We performed an additional analysis of our mesh deployment time during our laparoscopic TEP repairs. For the 91 hernia repairs, our average time from insertion of mesh to complete deployment and placement was 193.7 s. As shown in Fig. 2, there is a learning curve of approximately ten cases to see a significant decrease in mesh insertion time. In this study, we inserted all mesh by unrolling in a medial to lateral direction. We now unroll the mesh from the top down, and find this to add additional speed to the deployment time.

Critiques of our study include that it is a single-arm cohort, with lack of a control group to directly compare CCS™ scores of non-self-gripping mesh to self-gripping mesh. However, given that many studies have published data on the outcomes of laparoscopic TEP inguinal hernia repairs with non-self-gripping mesh, there is still a solid foundation of data for evaluating differences between the two types of mesh, even if it is not a direct and controlled comparison. That being said, our CCS scores and recurrence rates compare favorably to previous published results [4].
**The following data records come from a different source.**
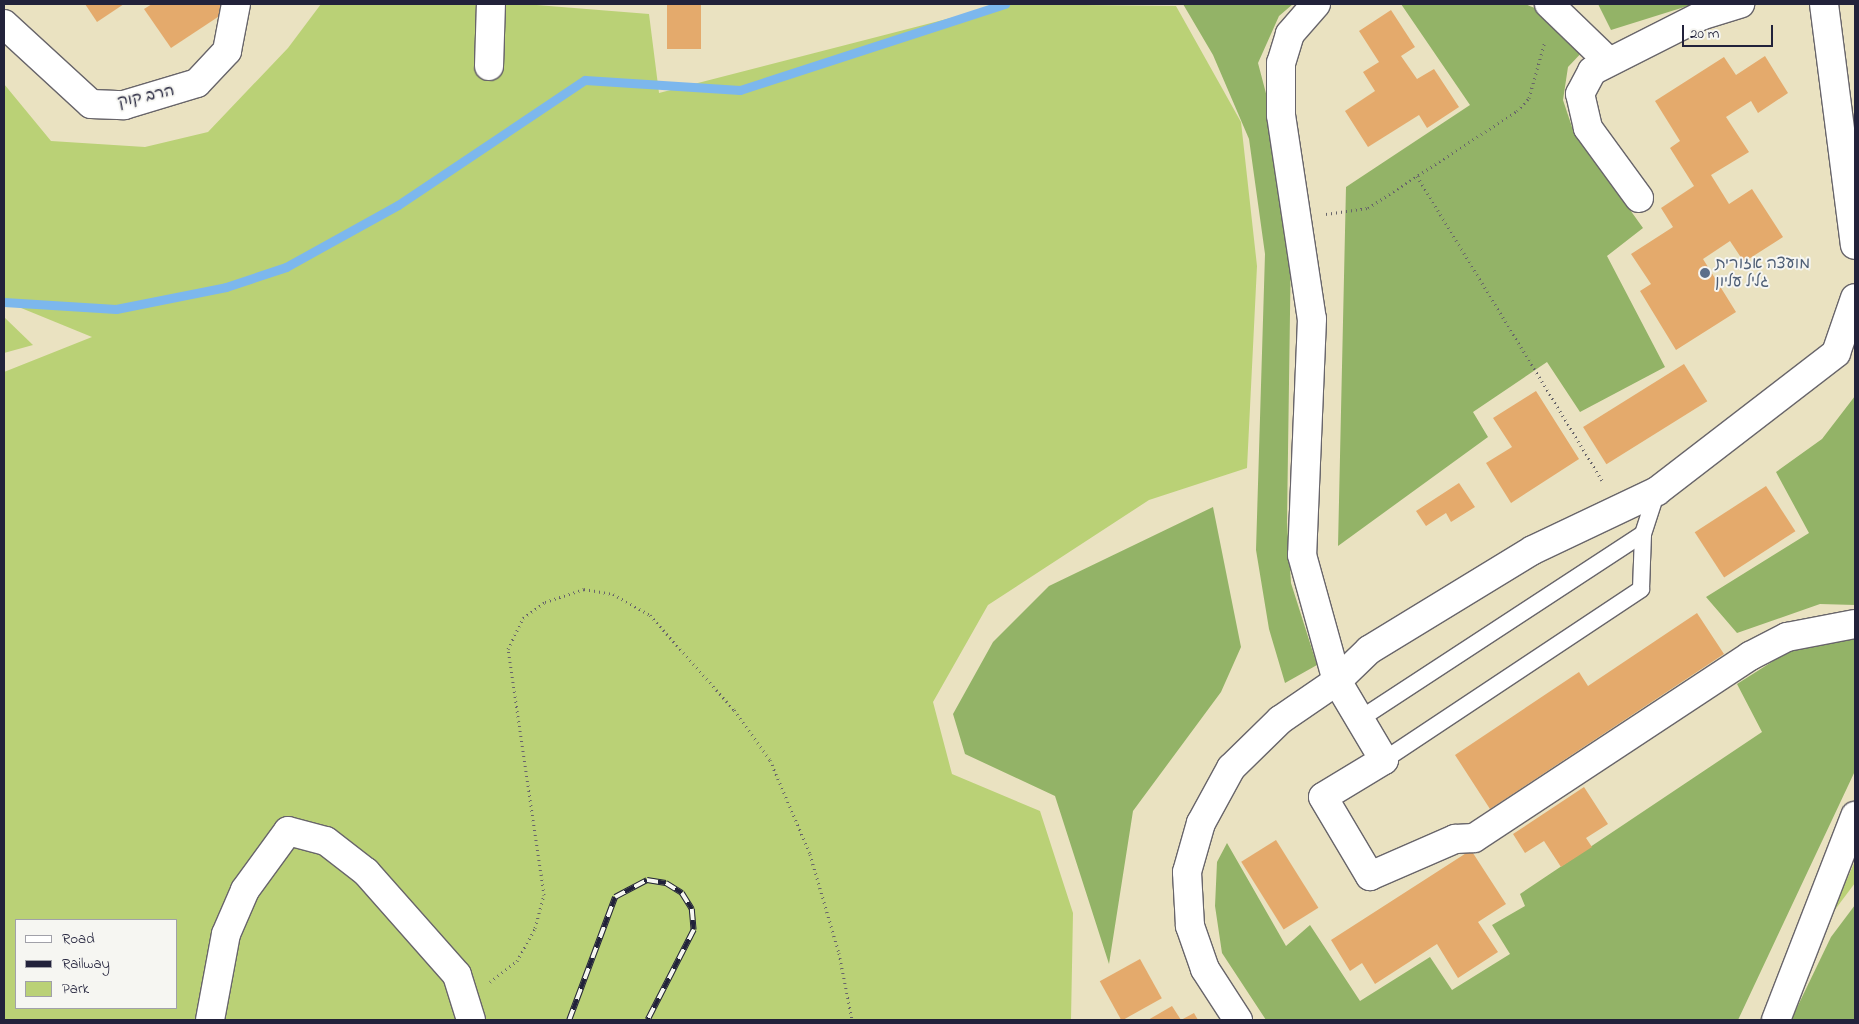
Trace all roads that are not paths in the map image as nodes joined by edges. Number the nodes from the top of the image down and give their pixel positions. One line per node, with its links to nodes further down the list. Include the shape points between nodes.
1 (236, 4): 7 (street, הרב קוק, via 227,51 197,84 124,105 91,104)
2 (491, 4): 9 (street)
3 (1316, 4): 16 (street, via 1290,34 1281,64 1281,114 1300,217 1312,319 1302,555)
4 (1549, 4): 8 (street)
5 (1740, 4): 8 (street, via 1702,15)
6 (1824, 4): 11 (street)
7 (4, 24)
8 (1608, 61): 10 (street, via 1592,71 1580,94 1588,128)
9 (489, 66)
10 (1639, 198)
11 (1855, 245)
12 (1855, 298): 13 (street, via 1836,353)
13 (1657, 491): 14 (lane); 16 (street, via 1533,550 1369,650)
14 (1642, 534): 17 (lane); 18 (lane, via 1641,589)
15 (1855, 624): 18 (street, via 1787,637 1750,656 1474,838 1455,839 1370,876 1323,798)
16 (1338, 681): 17 (street); 22 (street, via 1280,720 1231,768 1201,823 1187,872 1190,926 1205,969)
17 (1360, 719): 18 (street)
18 (1384, 760)
19 (1855, 816): 23 (street)
20 (470, 1010): 21 (street, via 457,975 366,872 326,841 288,831 245,890 226,934)
21 (210, 1020)
22 (1238, 1020)
23 (1776, 1020)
Despite the limitations of this study, we have successfully shown that Progrip™ mesh can be inserted without complications during a laparoscopic TEP inguinal hernia repair. Patients in this cohort have a rapid recovery with very low CCS™ scores both at the first follow-up visit and again at the 1-year point. Seroma and transient testicular discomfort were the two most frequent post op findings in this cohort, but both of these resolved spontaneously and in our opinion are likely consequent to having a TEP repair, and not directly related to the mesh product. None of the patients in this cohort have had a recurrence, including those who presented with direct defects with an average diameter of 3.0 cm.

Conclusions

The insertion of self-gripping mesh without the use of any additional fixation during a laparoscopic TEP inguinal hernia repair is feasible and safe and is associated with very low pain scores in the immediate post-operative period as well as for at least 1 year afterward. Our cohort had a rapid recovery, quick return to work, and low CCS™ scores. At the 1-year follow-up visit, there were no recurrences and no patients reported any chronic pain as defined by a CCS™ > 1.